Objectives: We sought to evaluate the effect of physical training on neurohormonal activation in patients with heart failure (HF).
Background: Patients with HF benefit from physical training. Chronic neurohormonal activation has detrimental effects on ventricular remodeling and prognosis of patients with HF.
Methods: A total of 95 patients with HF were assigned randomly into two groups: 47 patients (group T) underwent a nine-month training program at 60% of the maximal oxygen uptake (VO2), whereas 48 patients did not (group C). The exercise load was adjusted during follow-up to achieve a progressive training effect. Plasma assay of B-type natriuretic peptide (BNP), amino-terminal pro-brain natriuretic peptide (NT-proBNP), norepinephrine, plasma renin activity, and aldosterone; quality-of-life questionnaire; echocardiogram; and cardiopulmonary stress test were performed upon enrollment and at the third and ninth month.
Results: A total of 85 patients completed the protocol (44 in group T, left ventricular ejection fraction [EF] 35 +/- 2%, mean +/- SEM; and 41 in group C, EF 32 +/- 2%, p = NS).
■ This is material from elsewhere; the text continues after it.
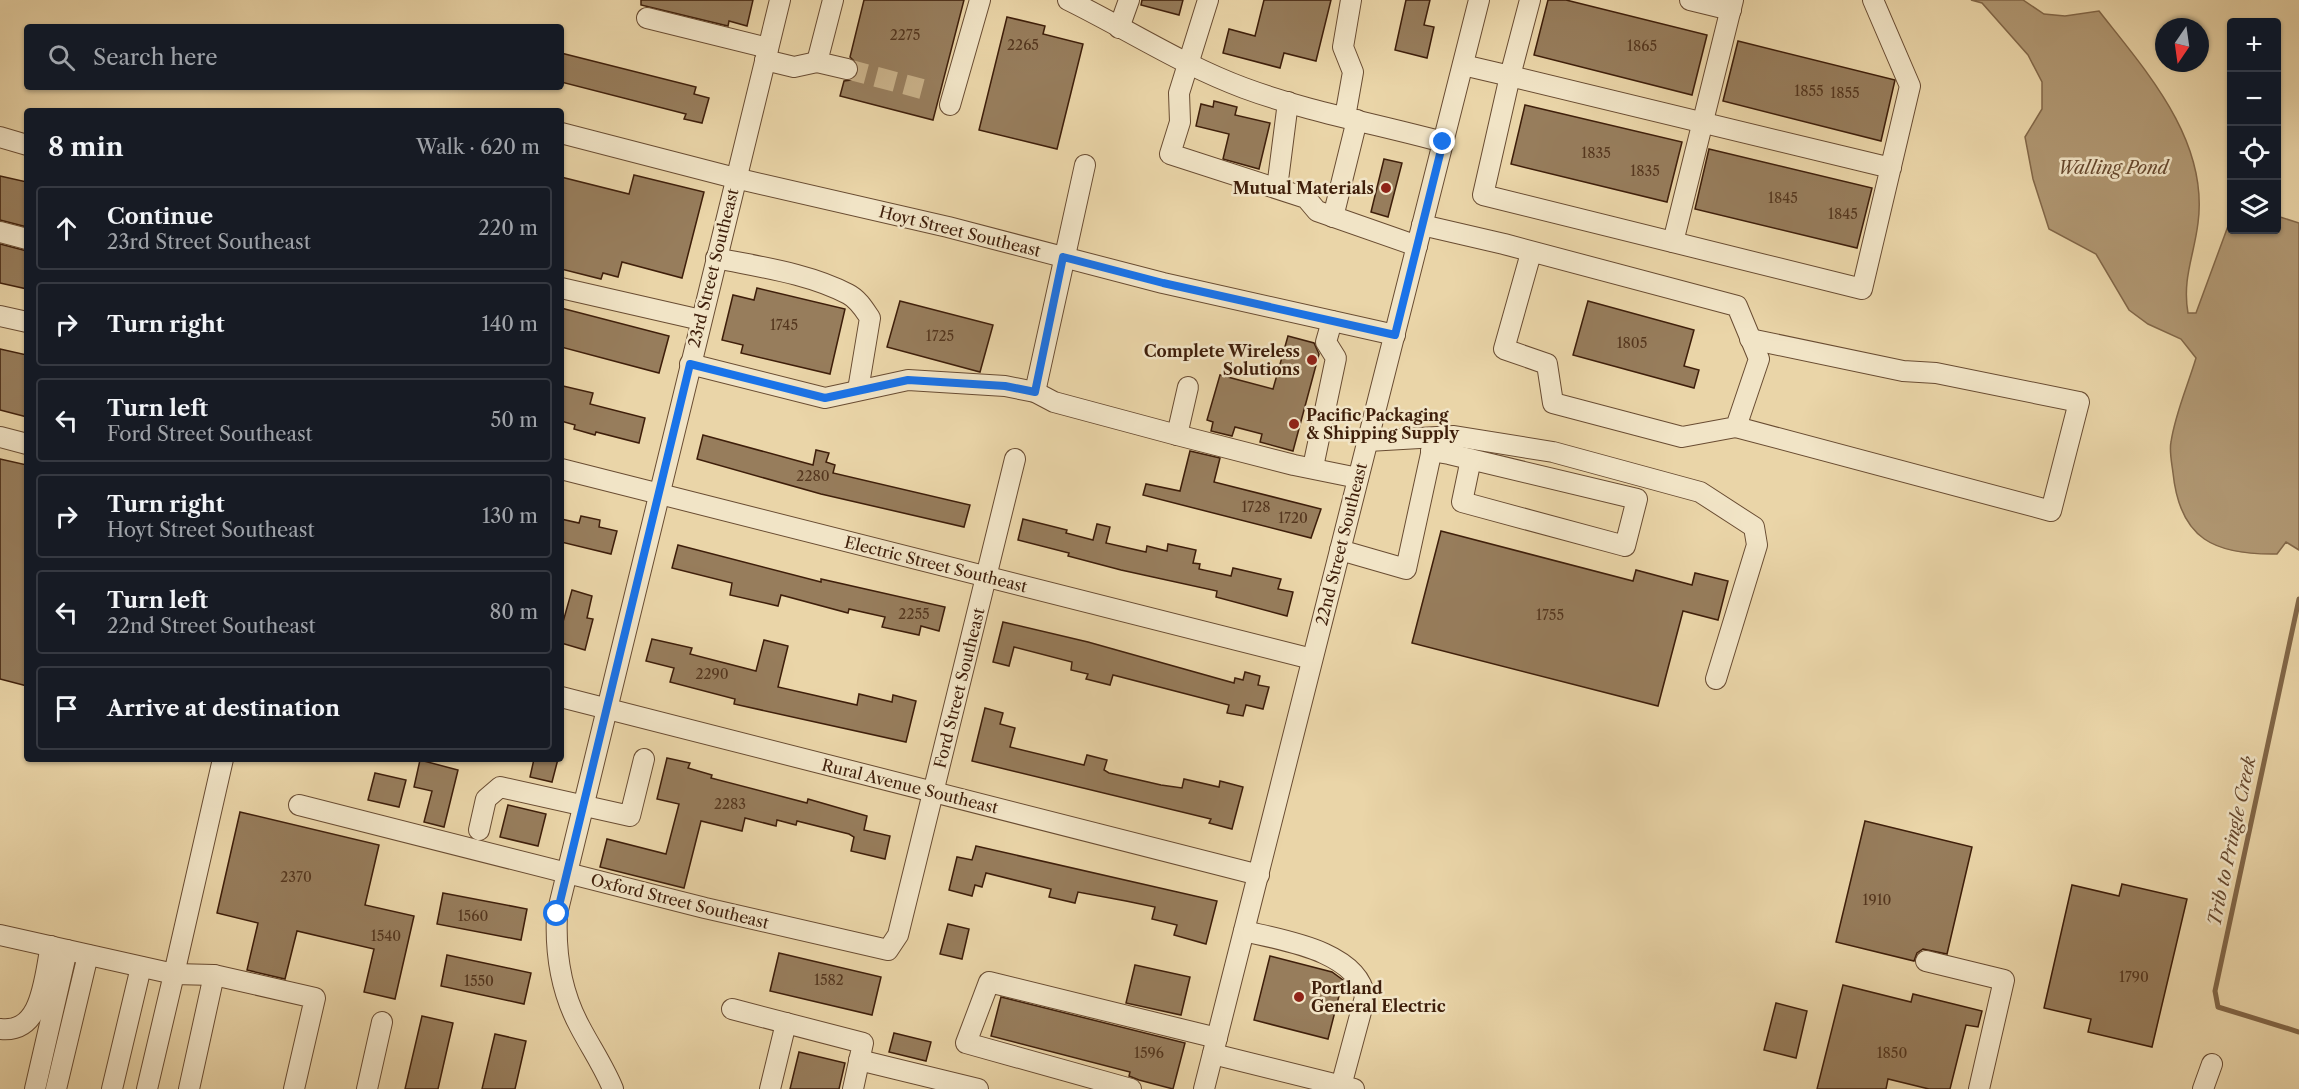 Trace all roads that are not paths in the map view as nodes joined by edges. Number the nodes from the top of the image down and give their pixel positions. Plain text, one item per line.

At the ninth month, patients who underwent training showed an improvement in workload (+14%, p < 0.001), peak VO2 (+13%, p < 0.001), systolic function (EF +9%, p < 0.01), and quality of life. We noted that BNP, NT-proBNP, and norepinephrine values decreased after training (-34%, p < 0.01; -32%, p < 0.05; -26%, p < 0.01, respectively). Increase in peak VO2 with training correlated significantly with the decrease in both BNP/NT-proBNP level (p < 0.001 and p < 0.01, respectively). Patients who did not undergo training showed no changes.
Conclusions: Clinical benefits after physical training in patients with HF are associated with blunting of adrenergic overactivity and of natriuretic peptide overexpression.